• **Exercise brief**: Could you reproduce every record below exactly, excluding all pictures?

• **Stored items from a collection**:
== Segment start ==

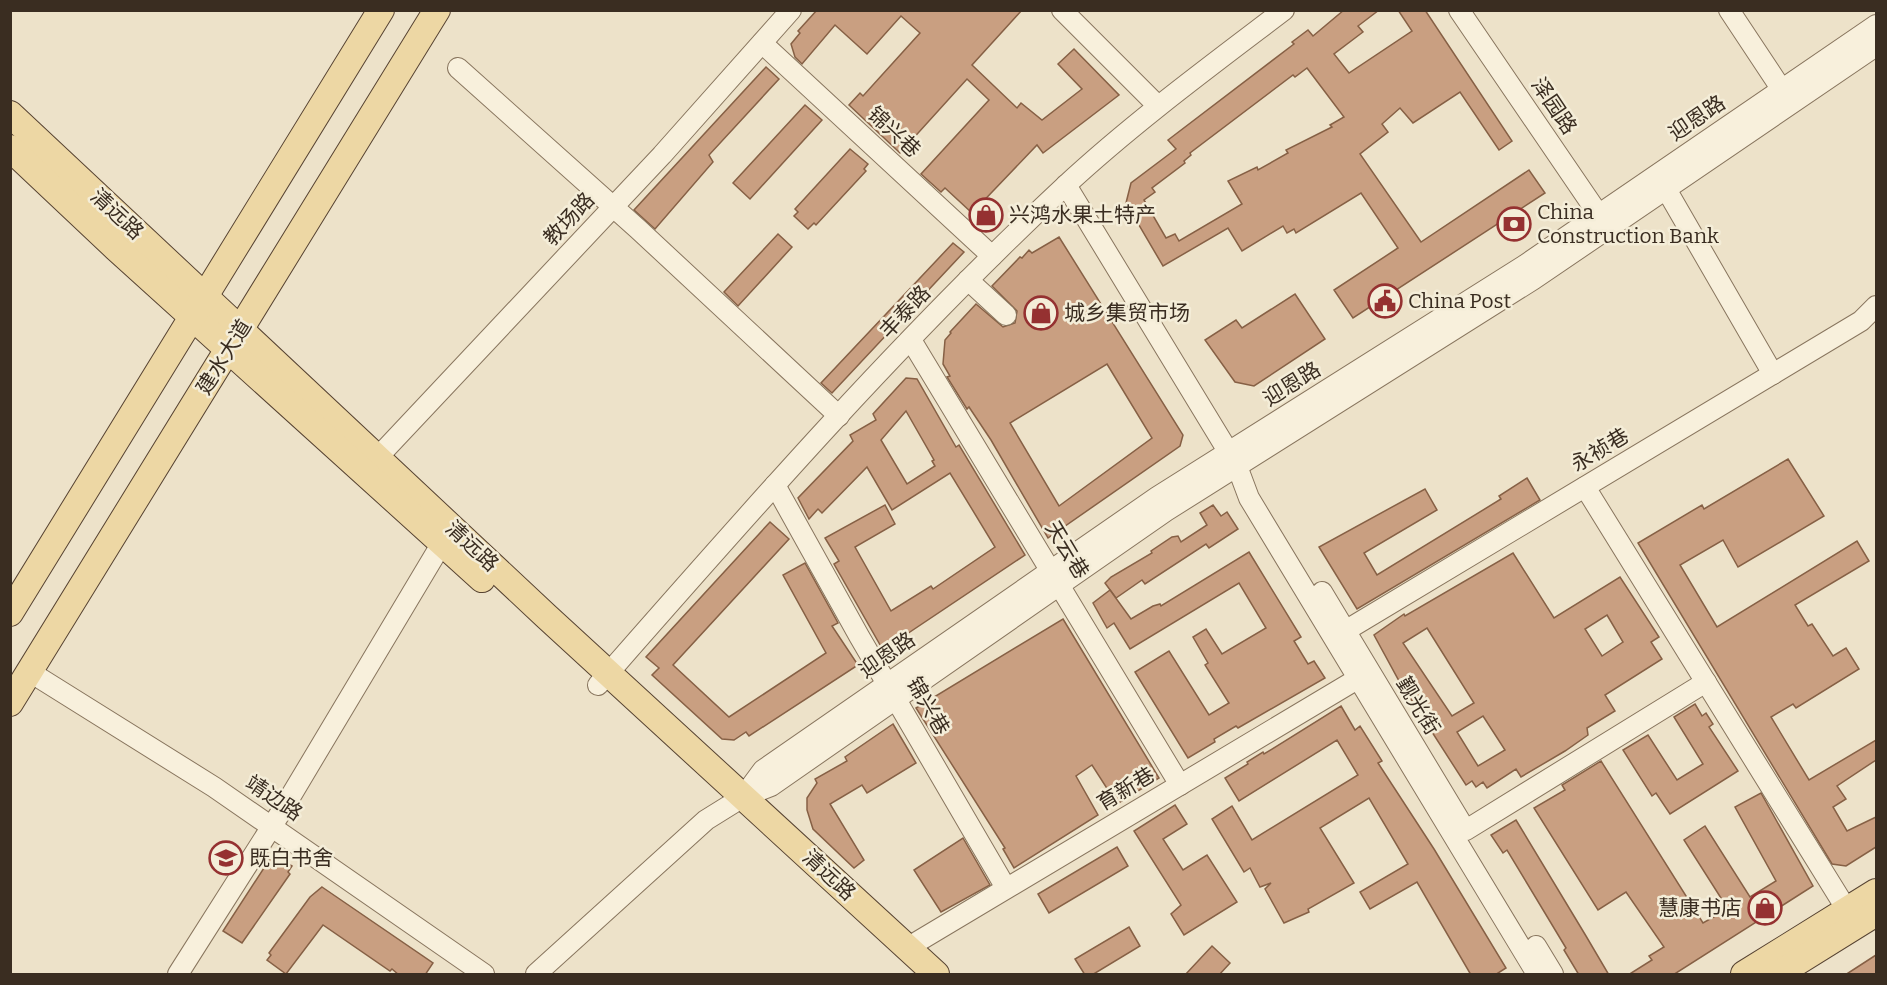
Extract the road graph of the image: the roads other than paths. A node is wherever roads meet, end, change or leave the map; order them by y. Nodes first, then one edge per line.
1 (381, 10) edge
2 (437, 10) edge
3 (791, 10) edge
4 (1062, 10) edge
5 (1284, 10) edge
6 (1460, 10) edge
7 (1729, 10) edge
8 (1876, 25) edge
9 (762, 43) junction
10 (1876, 45) edge
11 (458, 68) dead end
12 (1782, 90) junction
13 (1158, 106) junction
14 (10, 114) edge
15 (10, 148) edge
16 (1066, 185) junction
17 (1666, 189) junction
18 (613, 207) junction
19 (1603, 222) junction
20 (992, 256) junction
21 (968, 280) junction
22 (199, 306) junction
23 (1876, 306) edge
24 (1006, 315) dead end
25 (235, 338) junction
26 (911, 340) junction
27 (1773, 374) junction
28 (839, 416) junction
29 (378, 457) junction
30 (1232, 459) junction
31 (775, 484) junction
32 (1585, 487) junction
33 (442, 543) junction
34 (1056, 577) junction
35 (10, 613) edge
36 (1345, 632) junction
37 (30, 672) junction
38 (1364, 675) junction
39 (603, 679) junction
40 (1706, 682) junction
41 (891, 692) junction
42 (10, 704) edge
43 (1180, 785) junction
44 (736, 801) junction
45 (272, 826) junction
46 (1466, 830) junction
47 (1006, 888) junction
48 (1876, 892) edge
49 (1847, 910) junction
50 (1876, 913) edge
51 (907, 948) junction
52 (1761, 972) edge
53 (178, 975) edge
54 (484, 975) edge
55 (536, 975) edge
56 (913, 975) edge
57 (936, 975) edge
58 (1537, 975) edge
59 (1553, 975) edge

1 - 22 main road
2 - 25 main road, 建水大道
3 - 9 street, 教场路
4 - 13 street
5 - 13 street, 丰泰路
6 - 19 street, 泽园路
7 - 12 street
8 - 12 street, 迎恩路
9 - 18 street, 教场路
9 - 20 street, 锦兴巷
10 - 17 street, 迎恩路
11 - 18 street
12 - 19 street, 迎恩路
13 - 16 street, 丰泰路
14 - 22 main road, 清远路
15 - 22 main road, 清远路
16 - 20 street, 丰泰路
16 - 30 street, 觐光街
17 - 19 street, 迎恩路
17 - 27 street
18 - 28 street
18 - 29 street, 教场路
19 - 30 street, 迎恩路
20 - 21 street, 丰泰路
21 - 24 street
21 - 26 street, 丰泰路
22 - 25 main road, 清远路
22 - 35 main road
23 - 27 street, 永祯巷
25 - 29 main road, 清远路
25 - 33 main road, 清远路
25 - 37 main road, 建水大道
26 - 28 street, 丰泰路
26 - 34 street, 天云巷
27 - 32 street, 永祯巷
28 - 31 street, 丰泰路
29 - 39 main road, 清远路
30 - 34 street, 迎恩路
30 - 36 street, 觐光街
30 - 38 street, 觐光街
31 - 39 street, 丰泰路
31 - 41 street, 锦兴巷
32 - 36 street, 永祯巷
32 - 40 street
33 - 39 main road, 清远路
33 - 45 street
34 - 41 street, 迎恩路
34 - 43 street, 天云巷
36 - 38 street, 觐光街
37 - 42 main road, 建水大道
37 - 45 street, 靖边路
38 - 43 street, 育新巷
38 - 46 street, 觐光街
38 - 58 street, 觐光街
39 - 44 main road, 清远路
40 - 46 street
40 - 49 street
41 - 44 street, 迎恩路
41 - 47 street, 锦兴巷
43 - 47 street, 育新巷
44 - 51 main road, 清远路
44 - 55 street, 迎恩路
44 - 56 main road, 清远路
45 - 53 street
45 - 54 street, 靖边路
46 - 59 street, 觐光街
47 - 51 street, 育新巷
48 - 49 main road
49 - 52 main road
50 - 52 main road
51 - 57 main road, 清远路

== Segment end ==

• **Result for this exercise**:
Extract the road graph of the image: the roads other than paths. A node is wherever roads meet, end, change or leave the map; order them by y. Nodes first, then one edge per line.
1 (381, 10) edge
2 (437, 10) edge
3 (791, 10) edge
4 (1062, 10) edge
5 (1284, 10) edge
6 (1460, 10) edge
7 (1729, 10) edge
8 (1876, 25) edge
9 (762, 43) junction
10 (1876, 45) edge
11 (458, 68) dead end
12 (1782, 90) junction
13 (1158, 106) junction
14 (10, 114) edge
15 (10, 148) edge
16 (1066, 185) junction
17 (1666, 189) junction
18 (613, 207) junction
19 (1603, 222) junction
20 (992, 256) junction
21 (968, 280) junction
22 (199, 306) junction
23 (1876, 306) edge
24 (1006, 315) dead end
25 (235, 338) junction
26 (911, 340) junction
27 (1773, 374) junction
28 (839, 416) junction
29 (378, 457) junction
30 (1232, 459) junction
31 (775, 484) junction
32 (1585, 487) junction
33 (442, 543) junction
34 (1056, 577) junction
35 (10, 613) edge
36 (1345, 632) junction
37 (30, 672) junction
38 (1364, 675) junction
39 (603, 679) junction
40 (1706, 682) junction
41 (891, 692) junction
42 (10, 704) edge
43 (1180, 785) junction
44 (736, 801) junction
45 (272, 826) junction
46 (1466, 830) junction
47 (1006, 888) junction
48 (1876, 892) edge
49 (1847, 910) junction
50 (1876, 913) edge
51 (907, 948) junction
52 (1761, 972) edge
53 (178, 975) edge
54 (484, 975) edge
55 (536, 975) edge
56 (913, 975) edge
57 (936, 975) edge
58 (1537, 975) edge
59 (1553, 975) edge

1 - 22 main road
2 - 25 main road, 建水大道
3 - 9 street, 教场路
4 - 13 street
5 - 13 street, 丰泰路
6 - 19 street, 泽园路
7 - 12 street
8 - 12 street, 迎恩路
9 - 18 street, 教场路
9 - 20 street, 锦兴巷
10 - 17 street, 迎恩路
11 - 18 street
12 - 19 street, 迎恩路
13 - 16 street, 丰泰路
14 - 22 main road, 清远路
15 - 22 main road, 清远路
16 - 20 street, 丰泰路
16 - 30 street, 觐光街
17 - 19 street, 迎恩路
17 - 27 street
18 - 28 street
18 - 29 street, 教场路
19 - 30 street, 迎恩路
20 - 21 street, 丰泰路
21 - 24 street
21 - 26 street, 丰泰路
22 - 25 main road, 清远路
22 - 35 main road
23 - 27 street, 永祯巷
25 - 29 main road, 清远路
25 - 33 main road, 清远路
25 - 37 main road, 建水大道
26 - 28 street, 丰泰路
26 - 34 street, 天云巷
27 - 32 street, 永祯巷
28 - 31 street, 丰泰路
29 - 39 main road, 清远路
30 - 34 street, 迎恩路
30 - 36 street, 觐光街
30 - 38 street, 觐光街
31 - 39 street, 丰泰路
31 - 41 street, 锦兴巷
32 - 36 street, 永祯巷
32 - 40 street
33 - 39 main road, 清远路
33 - 45 street
34 - 41 street, 迎恩路
34 - 43 street, 天云巷
36 - 38 street, 觐光街
37 - 42 main road, 建水大道
37 - 45 street, 靖边路
38 - 43 street, 育新巷
38 - 46 street, 觐光街
38 - 58 street, 觐光街
39 - 44 main road, 清远路
40 - 46 street
40 - 49 street
41 - 44 street, 迎恩路
41 - 47 street, 锦兴巷
43 - 47 street, 育新巷
44 - 51 main road, 清远路
44 - 55 street, 迎恩路
44 - 56 main road, 清远路
45 - 53 street
45 - 54 street, 靖边路
46 - 59 street, 觐光街
47 - 51 street, 育新巷
48 - 49 main road
49 - 52 main road
50 - 52 main road
51 - 57 main road, 清远路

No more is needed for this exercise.